The following papers provide more detailed information on blinding methods and how to report them: refs 42 44

Outcomes

Choosing the most relevant primary outcome for your trial needs careful consideration. The primary outcome should reflect the needs of the end user (eg, patient) and have sound psychometric properties (ie, be reliable and valid). Patient involvement in the planning process can assist in this process, especially if no core outcome set exists. Core outcome sets represent the minimum that should be measured and reported in a clinical trial of a specific patient population. A good place to start is the COMET (Core Outcome Measures in Effectiveness Trials) Initiative and database website (http://www.comet-initiative.org/). The COMET Initiative database is a repository of core outcome sets and can serve as an inspiration. It can be tempting to add a large number of secondary, supportive outcomes, but please remember that the primary objective and sample size estimation pertain to the primary outcome only. Adding a high number of secondary outcomes will likely make the trial less efficient.45

The outcome measure needs to measure what it is intended to (accuracy) do so in a precise manner (reliability), and thereby measure when relevant changes have occurred in the participants. When deciding on primary and secondary outcomes, it is important to consider whether the outcome is either a clinically meaningful outcome that measures directly how patients feel, function or survive, or a surrogate measure. Surrogate measures do not measure these parameters in a direct way, although they may provide a causal pathway with a clinically meaningful outcome. Surrogate measures can, however, be associated with several problems; an intervention that produces a positive surrogate response can have no or even a harmful effect on the clinical outcome, and at worst lead to the implementation of harmful treatments.46

Finally, you should consider the fact that you will need to report on all prespecified outcomes in your trial, and report transparently if you want to report new outcomes that were added after the trial began. We suggest you carefully plan and report your trial outcomes, as if your trial intent and report were to be investigated by the COMPare trials project (http://compare-trials.org/). The COMPare team systematically checked every trial published in the top 5 medical journals between October 2015 and January 2016, with the purpose of searching for misreported findings and outcome switching. This team’s effort revealed a large degree of inconsistency in outcome reporting.

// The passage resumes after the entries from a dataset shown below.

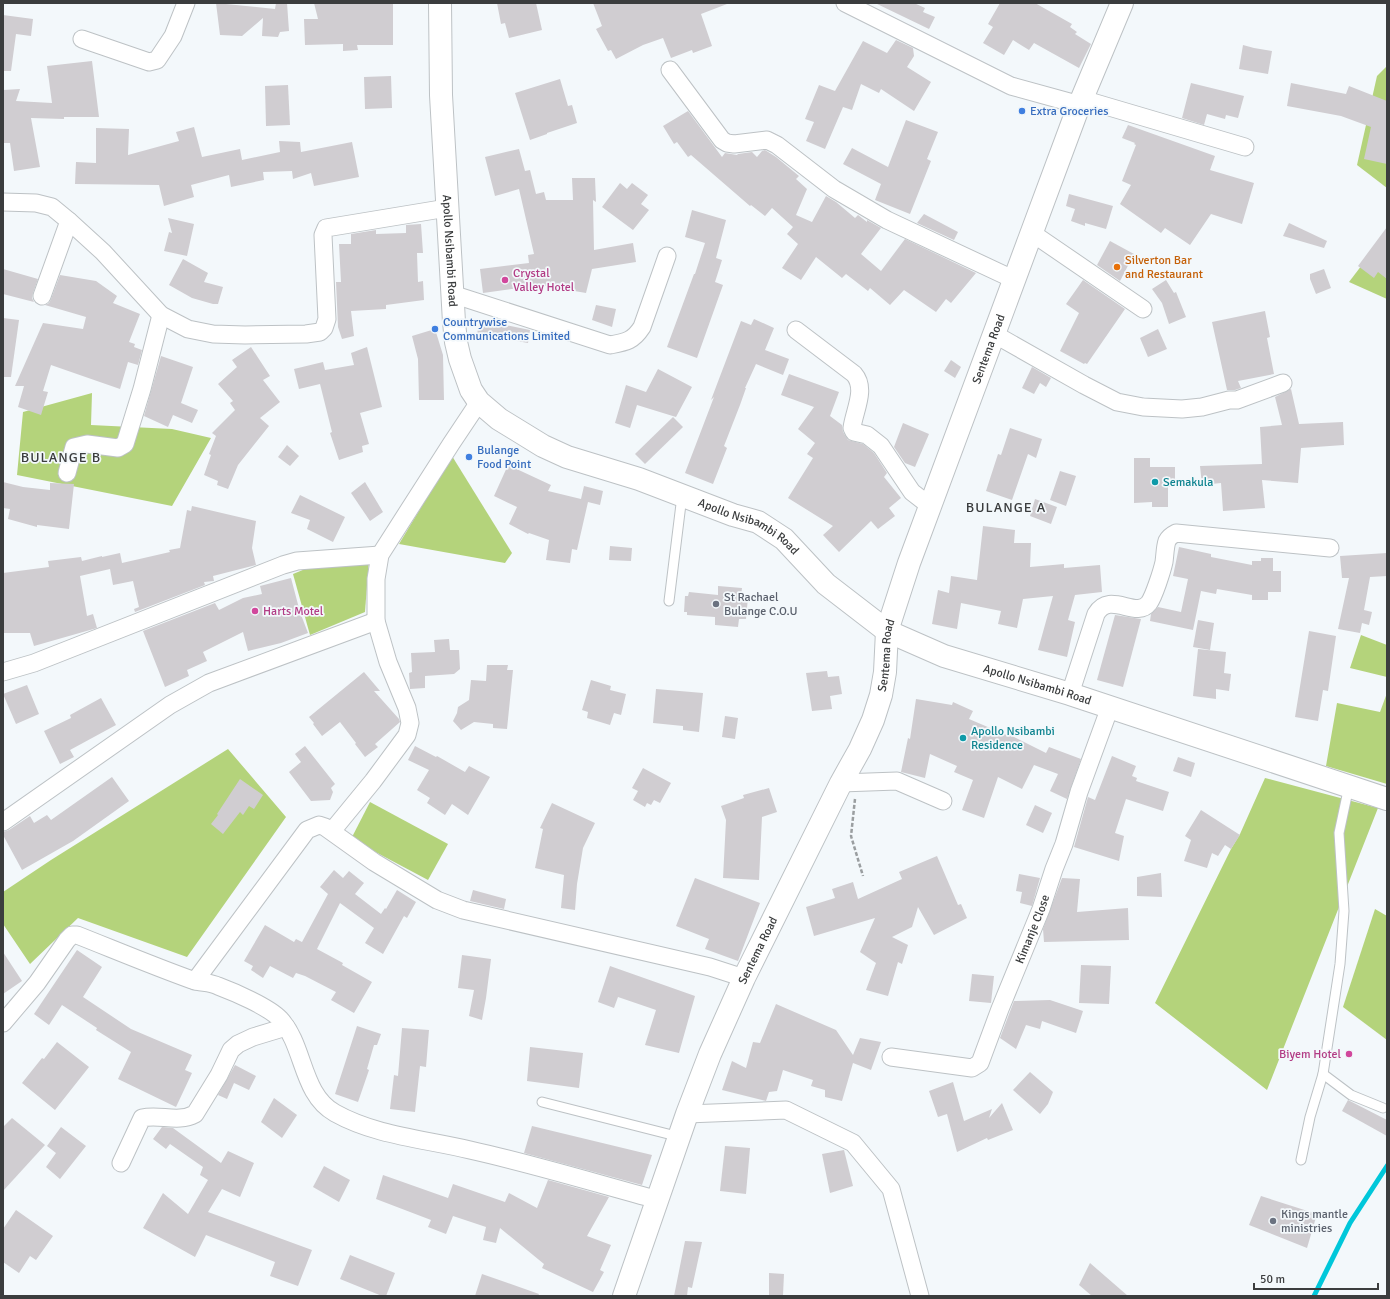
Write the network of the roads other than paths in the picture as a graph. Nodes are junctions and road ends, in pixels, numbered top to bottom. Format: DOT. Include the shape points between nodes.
graph roads {
  1 [pos="186,3"];
  2 [pos="440,3"];
  3 [pos="845,3"];
  4 [pos="1122,3"];
  5 [pos="82,39"];
  6 [pos="670,70"];
  7 [pos="1081,102"];
  8 [pos="1244,147"];
  9 [pos="3,202"];
  10 [pos="447,208"];
  11 [pos="69,221"];
  12 [pos="1032,232"];
  13 [pos="667,256"];
  14 [pos="1014,280"];
  15 [pos="452,294"];
  16 [pos="42,296"];
  17 [pos="1143,309"];
  18 [pos="161,315"];
  19 [pos="796,330"];
  20 [pos="994,334"];
  21 [pos="1283,383"];
  22 [pos="479,402"];
  23 [pos="67,473"];
  24 [pos="682,496"];
  25 [pos="930,506"];
  26 [pos="1330,548"];
  27 [pos="380,555"];
  28 [pos="669,601"];
  29 [pos="376,621"];
  30 [pos="888,631"];
  31 [pos="3,672"];
  32 [pos="1070,694"];
  33 [pos="1110,707"];
  34 [pos="849,783"];
  35 [pos="1349,786"];
  36 [pos="1387,799"];
  37 [pos="943,801"];
  38 [pos="3,822"];
  39 [pos="332,831"];
  40 [pos="744,978"];
  41 [pos="195,981"];
  42 [pos="3,1023"];
  43 [pos="286,1027"];
  44 [pos="891,1057"];
  45 [pos="1323,1074"];
  46 [pos="542,1102"];
  47 [pos="1383,1108"];
  48 [pos="687,1114"];
  49 [pos="680,1137"];
  50 [pos="1301,1160"];
  51 [pos="121,1163"];
  52 [pos="658,1200"];
  53 [pos="624,1296"];
  54 [pos="920,1296"];
  1 -- 5 [label="street" via="173,36 157,60 149,62"];
  2 -- 10 [label="street, Apollo Nsibambi Road" via="440,95"];
  3 -- 7 [label="street" via="1011,86"];
  4 -- 7 [label="street, Sentema Road"];
  6 -- 14 [label="street" via="722,140 734,144 767,140 834,189 887,220"];
  7 -- 8 [label="street"];
  7 -- 12 [label="street, Sentema Road"];
  9 -- 11 [label="street" via="36,203 52,207"];
  10 -- 15 [label="street, Apollo Nsibambi Road"];
  10 -- 18 [label="street" via="326,228 323,235 327,319 320,332 213,334 188,329"];
  11 -- 16 [label="street"];
  11 -- 18 [label="street" via="103,252"];
  12 -- 14 [label="street, Sentema Road"];
  12 -- 17 [label="street"];
  13 -- 15 [label="street" via="642,327 636,337 625,343 610,345"];
  14 -- 20 [label="street, Sentema Road"];
  15 -- 22 [label="street, Apollo Nsibambi Road" via="459,353 471,390"];
  18 -- 23 [label="street" via="125,444 118,448 87,444 74,447"];
  19 -- 25 [label="street" via="858,379 859,398 852,428 854,432 866,435 881,446 912,492"];
  20 -- 21 [label="street" via="1117,402 1143,407 1202,407 1237,400"];
  20 -- 25 [label="street, Sentema Road"];
  22 -- 24 [label="street, Apollo Nsibambi Road" via="499,419 543,446 567,457 639,479"];
  22 -- 27 [label="street"];
  24 -- 28 [label="lane"];
  24 -- 30 [label="street, Apollo Nsibambi Road" via="758,522 784,540 826,584"];
  25 -- 30 [label="street, Sentema Road"];
  26 -- 32 [label="street" via="1176,532 1167,541 1164,564 1149,603 1143,608 1109,604 1100,608 1096,614"];
  27 -- 29 [label="street" via="376,579"];
  27 -- 31 [label="street" via="297,561 283,565 34,663"];
  29 -- 38 [label="street" via="209,683 170,706"];
  29 -- 39 [label="street" via="410,723 407,735"];
  30 -- 32 [label="street, Apollo Nsibambi Road" via="944,656"];
  30 -- 34 [label="street, Sentema Road" via="881,695"];
  32 -- 33 [label="street, Apollo Nsibambi Road"];
  33 -- 35 [label="street, Apollo Nsibambi Road"];
  33 -- 44 [label="street, Kimanje Close" via="1041,909 980,1063 972,1068"];
  34 -- 37 [label="street" via="897,781"];
  34 -- 40 [label="street, Sentema Road"];
  35 -- 36 [label="street, Apollo Nsibambi Road"];
  35 -- 45 [label="lane" via="1339,833 1344,911 1340,964"];
  39 -- 40 [label="street" via="374,862 437,900 463,910 710,967"];
  39 -- 41 [label="street" via="319,825 307,830"];
  40 -- 48 [label="street, Sentema Road"];
  41 -- 42 [label="street" via="81,937 72,936"];
  41 -- 43 [label="street" via="217,985 269,1010"];
  43 -- 51 [label="street" via="253,1036 231,1050 195,1114 181,1119 152,1116 142,1118"];
  43 -- 52 [label="street" via="312,1089 322,1104 335,1113 372,1129 471,1150"];
  45 -- 47 [label="lane" via="1352,1094"];
  45 -- 50 [label="lane"];
  46 -- 49 [label="lane"];
  48 -- 49 [label="street, Sentema Road"];
  48 -- 54 [label="street" via="786,1110 853,1143 891,1189"];
  49 -- 52 [label="street, Sentema Road"];
  52 -- 53 [label="street, Sentema Road"];
}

With respect to the issue of selecting outcome measures of good methodological quality for a specific patient population, a fine resource to guide you is the Consensus-based Standards for the Selection of Health Measurement Instruments (COSMIN) website (http://www.cosmin.nl/). The COSMIN initiative has developed a critical appraisal tool (a checklist) containing standards for evaluating the methodological quality of studies on the measurement properties of health-related outcome measures. When a possible relevant outcome measure has been identified, it is a good idea to pilot the outcome measure first. Piloting on your outcome measure is just as important as piloting on your intervention or inclusion procedures. In order to master any test or outcome measure, actual experience in performing the measuring/testing in the correct way, and knowing how your outcome measure reacts in different situations, will often give you great advantage. Unnecessary ‘noise’ from your measurement can hopefully be avoided or reduced so that true between-group differences can be detected.

The following papers provide more detailed information on validity, reliability and responsiveness of health-related outcome measures: refs 47 48.

Sample size estimation

Estimating the number of participants to be included in your trial can be troublesome if you do not understand the fundamental principles. Consulting a biostatistician is highly recommended, but it is a good idea to be able to do the ground work yourself. The sample size estimation should be made for your defined primary outcome to estimate how many participants you have to include for the trial to be large enough to provide a reliable answer in terms of the primary hypothesis and outcome. If for some reason the sample size is estimated on some other basis, we suggest you make this clear and provide a justification for this approach.49

In order to estimate and subsequently report your sample size sufficiently so that others can replicate it, you will need to specify several items, depending on your trial design. For a classic superiority trial with an intervention and control (comparator) group, these include the primary outcome (including whether it is a binary or continuous outcome); the test statistic (for example t-test or χ2 statistics); the minimal clinically important difference in response between groups, that is, the smallest effect of your intervention worth detecting; the probability of erroneously rejecting the null hypothesis or, in other words, the probability of a false-positive conclusion (‘α’, the type I error, commonly set at 0.05); and the probability of erroneously failing to reject the null hypothesis or, in other words, the probability of a false-negative conclusion (‘β’, the type II error, commonly set to 0.20 (statistical power of 80)). Hence, an α and β of 0.05 and 0.20, respectively, means that you desire less than 5% risk of a type I error and less than 20% risk of a type II error for your trial.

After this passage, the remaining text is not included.